→ WORK INSTRUCTION:
Under no circumstances alter the records; copy each one exactly.

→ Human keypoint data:
=== Section Start ===

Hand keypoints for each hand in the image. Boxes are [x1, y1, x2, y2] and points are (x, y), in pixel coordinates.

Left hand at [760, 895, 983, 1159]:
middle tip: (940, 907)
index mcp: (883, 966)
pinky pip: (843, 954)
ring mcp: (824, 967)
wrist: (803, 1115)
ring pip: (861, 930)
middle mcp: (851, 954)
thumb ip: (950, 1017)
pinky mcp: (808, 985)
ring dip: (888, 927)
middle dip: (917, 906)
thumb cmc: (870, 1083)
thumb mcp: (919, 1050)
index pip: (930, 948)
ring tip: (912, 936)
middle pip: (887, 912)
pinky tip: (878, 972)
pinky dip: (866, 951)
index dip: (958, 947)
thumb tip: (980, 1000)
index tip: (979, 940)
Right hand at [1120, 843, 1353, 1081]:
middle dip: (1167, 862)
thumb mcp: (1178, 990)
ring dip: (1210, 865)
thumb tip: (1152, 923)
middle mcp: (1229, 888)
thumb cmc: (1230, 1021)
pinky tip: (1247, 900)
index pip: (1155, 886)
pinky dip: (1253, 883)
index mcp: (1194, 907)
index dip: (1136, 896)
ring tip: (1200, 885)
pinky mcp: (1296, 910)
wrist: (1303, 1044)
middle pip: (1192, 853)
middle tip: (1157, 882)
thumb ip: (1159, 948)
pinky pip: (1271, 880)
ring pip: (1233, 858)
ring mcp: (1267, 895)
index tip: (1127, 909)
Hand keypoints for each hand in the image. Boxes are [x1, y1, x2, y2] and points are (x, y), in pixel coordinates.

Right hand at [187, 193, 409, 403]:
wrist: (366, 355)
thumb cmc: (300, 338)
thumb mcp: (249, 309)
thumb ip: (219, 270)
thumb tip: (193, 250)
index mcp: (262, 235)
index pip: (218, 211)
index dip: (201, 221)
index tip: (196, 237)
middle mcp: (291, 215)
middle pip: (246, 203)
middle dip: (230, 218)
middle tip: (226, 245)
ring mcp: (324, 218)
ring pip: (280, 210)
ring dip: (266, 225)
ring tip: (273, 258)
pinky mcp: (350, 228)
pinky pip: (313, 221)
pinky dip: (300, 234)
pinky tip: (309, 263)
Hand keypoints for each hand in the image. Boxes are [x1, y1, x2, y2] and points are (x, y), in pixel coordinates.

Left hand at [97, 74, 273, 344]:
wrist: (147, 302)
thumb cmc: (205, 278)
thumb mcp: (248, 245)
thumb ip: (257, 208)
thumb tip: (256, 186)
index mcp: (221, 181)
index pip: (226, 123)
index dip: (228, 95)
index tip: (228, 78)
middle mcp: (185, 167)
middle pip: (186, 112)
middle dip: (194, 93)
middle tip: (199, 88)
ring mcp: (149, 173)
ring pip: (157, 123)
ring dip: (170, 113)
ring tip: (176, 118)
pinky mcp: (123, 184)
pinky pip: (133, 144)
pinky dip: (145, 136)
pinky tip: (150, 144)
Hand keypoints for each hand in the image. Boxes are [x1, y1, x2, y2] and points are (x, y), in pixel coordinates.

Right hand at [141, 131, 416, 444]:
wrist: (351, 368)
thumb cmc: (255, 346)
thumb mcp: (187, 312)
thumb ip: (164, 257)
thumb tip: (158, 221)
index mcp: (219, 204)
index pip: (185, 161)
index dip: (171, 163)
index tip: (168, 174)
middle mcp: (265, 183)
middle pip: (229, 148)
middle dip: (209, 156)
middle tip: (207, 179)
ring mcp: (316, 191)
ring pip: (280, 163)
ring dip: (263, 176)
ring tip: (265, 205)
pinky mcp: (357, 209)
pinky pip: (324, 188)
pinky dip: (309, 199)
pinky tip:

=== Section End ===

→ OUTPUT OF THE TASK:
Hand keypoints for each hand in the image. Boxes are [x1, y1, x2, y2] and points are (x, y), in pixel coordinates.

Left hand at [760, 895, 983, 1159]:
middle tip: (940, 907)
index mcp: (883, 966)
pinky pip: (843, 954)
ring mcp: (824, 967)
wrist: (803, 1115)
ring pip: (861, 930)
middle mcp: (851, 954)
thumb ip: (950, 1017)
pinky mcp: (808, 985)
ring dip: (888, 927)
middle dip: (917, 906)
thumb cmc: (870, 1083)
thumb mcp: (919, 1050)
index pip: (930, 948)
ring tip: (912, 936)
middle pip: (887, 912)
pinky tip: (878, 972)
pinky dip: (866, 951)
index dip: (958, 947)
thumb tip: (980, 1000)
index tip: (979, 940)
Right hand at [1120, 843, 1353, 1081]:
middle dip: (1167, 862)
thumb mcp: (1178, 990)
ring dip: (1210, 865)
thumb tip: (1152, 923)
middle mcp: (1229, 888)
thumb cmc: (1230, 1021)
pinky tip: (1247, 900)
index pip: (1155, 886)
pinky dip: (1253, 883)
index mcp: (1194, 907)
index dip: (1136, 896)
ring tip: (1200, 885)
pinky mcp: (1296, 910)
wrist: (1303, 1044)
middle pip: (1192, 853)
middle tip: (1157, 882)
thumb ip: (1159, 948)
pinky pip: (1271, 880)
ring pip: (1233, 858)
ring mcp: (1267, 895)
index tip: (1127, 909)
Hand keypoints for each hand in the image. Boxes are [x1, y1, x2, y2] and points are (x, y), in pixel coordinates.

Right hand at [187, 193, 409, 403]:
wrist: (366, 355)
thumb cmc: (300, 338)
thumb mcp: (249, 309)
thumb ip: (219, 270)
thumb tip: (193, 250)
index mcp: (262, 235)
index pip: (218, 211)
index dip: (201, 221)
index tip: (196, 237)
middle mcp: (291, 215)
middle pip: (246, 203)
middle dip: (230, 218)
middle tip: (226, 245)
ring mcp: (324, 218)
ring pip: (280, 210)
ring dip: (266, 225)
ring tip: (273, 258)
pinky mcp: (350, 228)
pinky pip: (313, 221)
pinky dip: (300, 234)
pinky tip: (309, 263)
Hand keypoints for each hand in the image. Boxes are [x1, y1, x2, y2] and points are (x, y), in pixel coordinates.

Left hand at [97, 74, 273, 344]:
wrist: (147, 302)
thumb cmc: (205, 278)
thumb mcp: (248, 245)
thumb ip: (257, 208)
thumb tip: (256, 186)
index mcp: (221, 181)
index pip: (226, 123)
index dip: (228, 95)
index tip: (228, 78)
middle mcp: (185, 167)
middle pip: (186, 112)
middle dip: (194, 93)
middle tip: (199, 88)
ring mcp: (149, 173)
ring pip: (157, 123)
ring dip: (170, 113)
ring tip: (176, 118)
pinky mcp: (123, 184)
pinky pip: (133, 144)
pinky dip: (145, 136)
pinky tip: (150, 144)
Hand keypoints for each hand in the image. Boxes are [x1, y1, x2, y2] and points are (x, y), in pixel coordinates.

Right hand at [141, 131, 416, 444]:
wrist: (351, 368)
thumb cmc: (255, 346)
thumb mcp: (187, 312)
thumb ip: (164, 257)
thumb tip: (158, 221)
index mcp: (219, 204)
index pip: (185, 161)
index dip: (171, 163)
index tip: (168, 174)
middle mcp: (265, 183)
middle pip: (229, 148)
middle dip: (209, 156)
middle tip: (207, 179)
ring mcp: (316, 191)
ring pip: (280, 163)
ring dip: (263, 176)
ring tip: (265, 205)
pinky mcp: (357, 209)
pinky pip: (324, 188)
pinky dip: (309, 199)
pinky tip:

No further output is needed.